--- Data listing ---
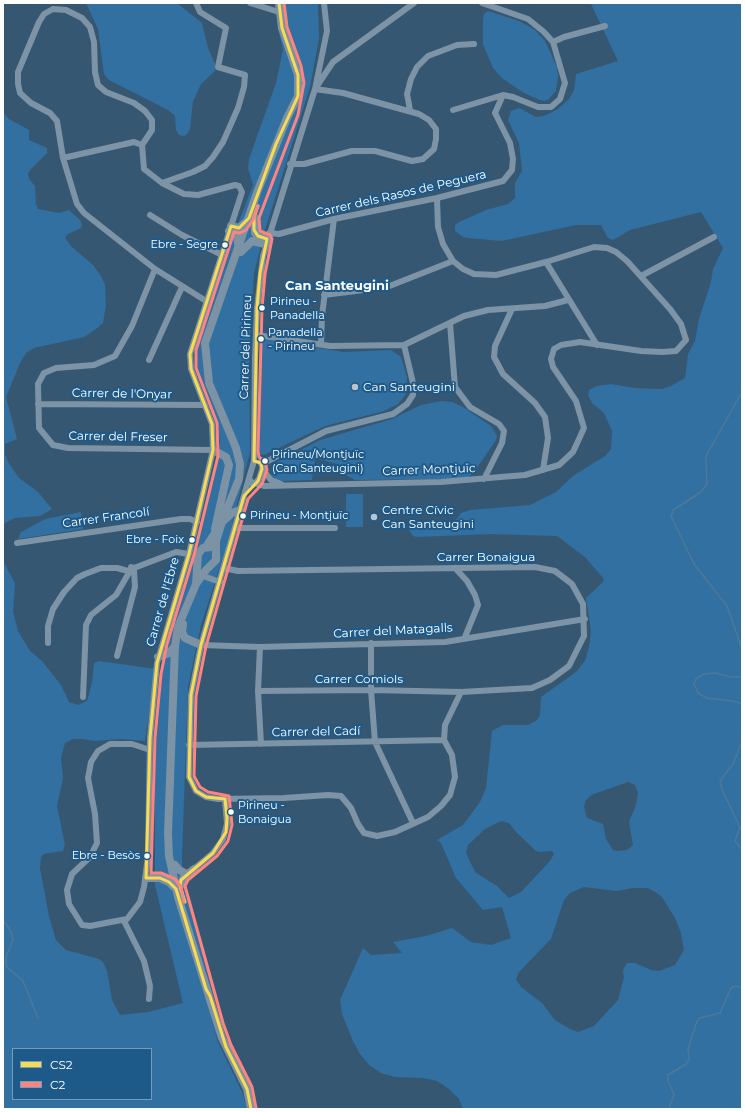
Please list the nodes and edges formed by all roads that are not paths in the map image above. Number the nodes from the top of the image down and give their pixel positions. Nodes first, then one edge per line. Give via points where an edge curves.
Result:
1 (196, 3) edge
2 (250, 3) edge
3 (280, 3) edge
4 (324, 3) edge
5 (414, 3) edge
6 (482, 3) edge
7 (279, 12) junction
8 (605, 26) dead end
9 (553, 42) junction
10 (474, 44) dead end
11 (315, 89) junction
12 (503, 95) junction
13 (410, 110) junction
14 (453, 110) dead end
15 (142, 145) junction
16 (64, 158) junction
17 (290, 164) junction
18 (162, 183) junction
19 (437, 198) junction
20 (150, 215) dead end
21 (252, 217) junction
22 (334, 219) junction
23 (236, 230) junction
24 (714, 237) dead end
25 (267, 239) junction
26 (240, 249) junction
27 (222, 255) junction
28 (453, 261) junction
29 (546, 262) junction
30 (237, 263) junction
31 (155, 269) junction
32 (641, 276) junction
33 (182, 287) junction
34 (324, 295) junction
35 (568, 300) junction
36 (206, 301) junction
37 (512, 309) junction
38 (450, 323) junction
39 (257, 335) junction
40 (322, 344) junction
41 (404, 345) junction
42 (597, 345) junction
43 (205, 352) junction
44 (149, 360) dead end
45 (38, 404) junction
46 (205, 405) junction
47 (214, 450) junction
48 (254, 461) junction
49 (262, 467) junction
50 (543, 470) junction
51 (249, 478) junction
52 (484, 479) junction
53 (255, 482) junction
54 (286, 485) junction
55 (244, 496) junction
56 (240, 510) junction
57 (197, 522) junction
58 (222, 522) junction
59 (235, 528) junction
60 (334, 528) dead end
61 (214, 535) junction
62 (18, 543) dead end
63 (206, 547) junction
64 (216, 552) junction
65 (189, 554) junction
66 (198, 560) junction
67 (212, 565) junction
68 (224, 568) junction
69 (455, 568) junction
70 (132, 570) junction
71 (206, 577) dead end
72 (220, 582) junction
73 (196, 584) junction
74 (187, 604) junction
75 (585, 619) junction
76 (465, 637) junction
77 (48, 643) dead end
78 (371, 644) junction
79 (202, 645) junction
80 (175, 646) junction
81 (260, 647) junction
82 (117, 656) dead end
83 (158, 657) junction
84 (371, 690) junction
85 (258, 691) junction
86 (460, 692) junction
87 (83, 696) dead end
88 (444, 740) junction
89 (375, 742) junction
90 (261, 744) junction
91 (189, 745) junction
92 (150, 750) junction
93 (222, 799) junction
94 (233, 799) junction
95 (227, 812) junction
96 (413, 822) junction
97 (171, 860) junction
98 (194, 869) joint
99 (182, 875) junction
100 (146, 878) junction
101 (160, 878) junction
102 (178, 890) junction
103 (124, 921) junction
104 (149, 998) dead end
105 (251, 1109) edge

1 - 18 street via 200,12 226,28 218,67 245,75 244,87 223,142 213,157 205,166
2 - 7 street
3 - 7 main road
4 - 11 street, Carrer del Pirineu via 327,31
5 - 11 street via 333,62
6 - 9 street via 528,19
7 - 21 main road via 298,75 299,91 276,144
8 - 9 street
9 - 12 street via 565,83 560,99 551,107 538,107
10 - 13 street via 457,45 428,56 417,67 408,94
11 - 13 street via 343,93
11 - 17 street, Carrer del Pirineu
12 - 14 street
12 - 19 street, Carrer dels Rasos de Peguera via 495,113 510,143 512,170 503,181
13 - 17 street via 429,120 436,129 434,149 423,159 412,161 375,151 352,151 304,164
15 - 16 street via 134,142
15 - 16 street via 152,130 152,120 134,103 106,92 98,85 90,27 82,18 66,10 53,9 44,14 39,22 18,72 18,84 20,93 30,103 57,121
15 - 18 street via 144,168
16 - 31 street via 77,204 84,213
17 - 25 street, Carrer del Pirineu
18 - 23 street, Carrer de l'Ebre via 175,191 189,195 239,186 241,194
19 - 22 street, Carrer dels Rasos de Peguera
19 - 28 street via 440,237
20 - 27 street
21 - 23 main road
21 - 25 main road via 255,233
21 - 26 main road
22 - 25 street, Carrer dels Rasos de Peguera
22 - 34 street
23 - 26 main road
23 - 27 street, Carrer de l'Ebre
23 - 30 main road via 245,237
24 - 32 street
25 - 26 main road via 252,241
25 - 39 street, Carrer del Pirineu via 260,274
26 - 30 main road
26 - 43 main road via 205,343
27 - 36 street, Carrer de l'Ebre
28 - 29 street via 474,274 496,275
28 - 34 street via 387,287
29 - 32 street via 594,247 607,248 628,261
29 - 35 street
30 - 43 main road
31 - 33 street
31 - 45 street, Carrer del Freser via 132,326 115,356 94,365 56,368 44,373 38,384
32 - 42 street via 681,324 686,340 676,351 662,352
33 - 36 street
33 - 44 street
34 - 40 street
35 - 37 street via 545,306
35 - 42 street
36 - 46 street, Carrer de l'Ebre via 190,359 191,369
37 - 38 street via 488,310 464,316
37 - 50 street via 494,357 503,374 535,403 545,417 548,438
38 - 41 street
38 - 52 street via 455,387 470,407 499,424 504,431 502,443
39 - 40 street
39 - 48 street, Carrer del Pirineu
40 - 41 street
41 - 49 street via 413,383 413,395 407,404 393,414 326,431
42 - 50 street, Carrer Montjuïc via 580,342 561,345 554,349 550,359 553,367 576,401 584,428 574,452 559,465
43 - 58 main road via 209,383 240,464 238,483
45 - 46 street, Carrer de l'Onyar
45 - 47 street, Carrer del Freser via 40,428 53,444 68,448
46 - 47 street, Carrer de l'Ebre via 212,424
47 - 57 street, Carrer de l'Ebre
47 - 61 main road via 226,456 230,465
48 - 49 street via 258,461
48 - 51 street, Carrer del Pirineu
49 - 53 street, Carrer del Pirineu via 259,479
49 - 54 street via 271,480
50 - 52 street, Carrer Montjuïc via 526,475
51 - 53 street via 251,482
51 - 55 street, Carrer del Pirineu
52 - 54 street, Carrer Montjuïc
53 - 54 street, Carrer Montjuïc via 262,486
53 - 55 street, Carrer del Pirineu
55 - 56 street, Carrer del Pirineu
56 - 58 main road
56 - 59 street, Carrer del Pirineu
57 - 62 street, Carrer Francolí via 188,518
57 - 65 street, Carrer de l'Ebre
58 - 61 main road
58 - 64 main road via 216,541
59 - 60 street
59 - 68 street, Carrer del Pirineu
61 - 63 main road
63 - 64 main road
63 - 66 main road via 199,551
64 - 67 main road via 216,560
65 - 70 street via 176,552
65 - 83 street, Carrer de l'Ebre
66 - 67 main road via 204,566
66 - 73 main road
67 - 73 main road
68 - 69 street, Carrer Bonaigua via 238,571
68 - 72 street, Carrer del Pirineu
69 - 75 street, Carrer Bonaigua via 535,567 555,571 572,584 582,604
69 - 76 street via 476,595 478,605
70 - 77 street via 101,568 77,578 53,609 48,626
70 - 82 street via 135,586
70 - 87 street via 116,595 94,612 86,625
71 - 72 street
72 - 79 street, Carrer del Pirineu
73 - 74 main road
74 - 79 main road via 182,626 183,634 187,639
74 - 80 main road via 179,622
75 - 76 street, Carrer del Matagalls
75 - 86 street, Carrer Bonaigua via 584,636 569,666 550,680 532,688
76 - 78 street, Carrer del Matagalls via 445,642
78 - 81 street, Carrer del Matagalls
78 - 84 street
79 - 81 street, Carrer del Matagalls
79 - 91 street, Carrer del Pirineu via 191,695
80 - 83 main road via 169,653
80 - 97 main road via 169,791
81 - 85 street
83 - 92 street, Carrer de l'Ebre
84 - 85 street, Carrer Comiols
84 - 86 street, Carrer Comiols
84 - 89 street
85 - 90 street
86 - 88 street via 445,725
88 - 89 street, Carrer del Cadí
88 - 96 street via 452,755 455,776 450,795 428,817
89 - 90 street, Carrer del Cadí
89 - 96 street
90 - 91 street, Carrer del Cadí
91 - 93 street, Carrer del Pirineu via 189,776 192,785 206,797
92 - 100 street, Carrer de l'Ebre
92 - 103 street via 132,744 114,744 102,748 95,756 88,778 97,843 92,853 72,874 67,890 70,904 82,925
93 - 94 street
93 - 95 street
94 - 95 street
94 - 96 street via 341,796 352,808 364,833 377,836 395,832
95 - 98 street via 223,839 213,854
97 - 99 main road
97 - 101 main road via 166,873
97 - 102 main road
98 - 99 main road
99 - 102 main road
100 - 101 main road
100 - 103 street, Carrer de l'Ebre via 140,902
101 - 102 main road via 172,883
102 - 105 main road via 206,989 226,1047 247,1089
103 - 104 street via 144,961 150,986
---
__Required action__:
Show every line of the data in which the word "Peguera" appears.

__Output of the task__:
12 - 19 street, Carrer dels Rasos de Peguera via 495,113 510,143 512,170 503,181
19 - 22 street, Carrer dels Rasos de Peguera
22 - 25 street, Carrer dels Rasos de Peguera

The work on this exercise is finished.